Data entries
--------------------------------------------------
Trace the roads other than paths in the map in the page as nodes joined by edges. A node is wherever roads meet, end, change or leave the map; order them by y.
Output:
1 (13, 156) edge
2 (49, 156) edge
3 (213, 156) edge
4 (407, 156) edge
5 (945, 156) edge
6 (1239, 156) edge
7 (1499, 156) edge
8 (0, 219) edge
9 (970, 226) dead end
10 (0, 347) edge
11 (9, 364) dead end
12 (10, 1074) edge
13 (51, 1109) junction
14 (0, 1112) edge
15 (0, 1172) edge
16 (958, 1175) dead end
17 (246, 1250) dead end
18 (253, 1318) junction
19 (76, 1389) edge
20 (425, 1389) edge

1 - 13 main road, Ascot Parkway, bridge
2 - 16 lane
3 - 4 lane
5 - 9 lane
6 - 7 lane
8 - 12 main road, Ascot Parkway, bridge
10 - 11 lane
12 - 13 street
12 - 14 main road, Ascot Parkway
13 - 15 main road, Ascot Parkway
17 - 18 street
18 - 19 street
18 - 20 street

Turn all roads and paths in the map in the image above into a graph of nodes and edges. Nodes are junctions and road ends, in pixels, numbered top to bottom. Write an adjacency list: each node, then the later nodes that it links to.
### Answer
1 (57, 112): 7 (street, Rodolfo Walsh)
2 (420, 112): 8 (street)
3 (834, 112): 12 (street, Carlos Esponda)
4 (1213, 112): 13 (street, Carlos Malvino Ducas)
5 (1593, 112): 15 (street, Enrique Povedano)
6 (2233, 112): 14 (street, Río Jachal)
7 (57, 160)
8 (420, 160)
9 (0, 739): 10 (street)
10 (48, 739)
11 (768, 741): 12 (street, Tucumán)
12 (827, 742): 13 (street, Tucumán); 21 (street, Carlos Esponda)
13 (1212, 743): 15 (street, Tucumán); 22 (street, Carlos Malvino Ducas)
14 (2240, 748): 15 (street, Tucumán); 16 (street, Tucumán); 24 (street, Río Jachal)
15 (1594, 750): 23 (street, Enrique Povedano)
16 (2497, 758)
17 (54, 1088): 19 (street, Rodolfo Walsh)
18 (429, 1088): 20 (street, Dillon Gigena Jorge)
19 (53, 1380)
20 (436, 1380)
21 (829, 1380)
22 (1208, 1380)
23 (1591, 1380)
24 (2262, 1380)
--------------------------------------------------
■ The task ■
Across the entries, each line containing the word "edges" is to be counted once; the total alone is to be given.

■ Your solution ■
2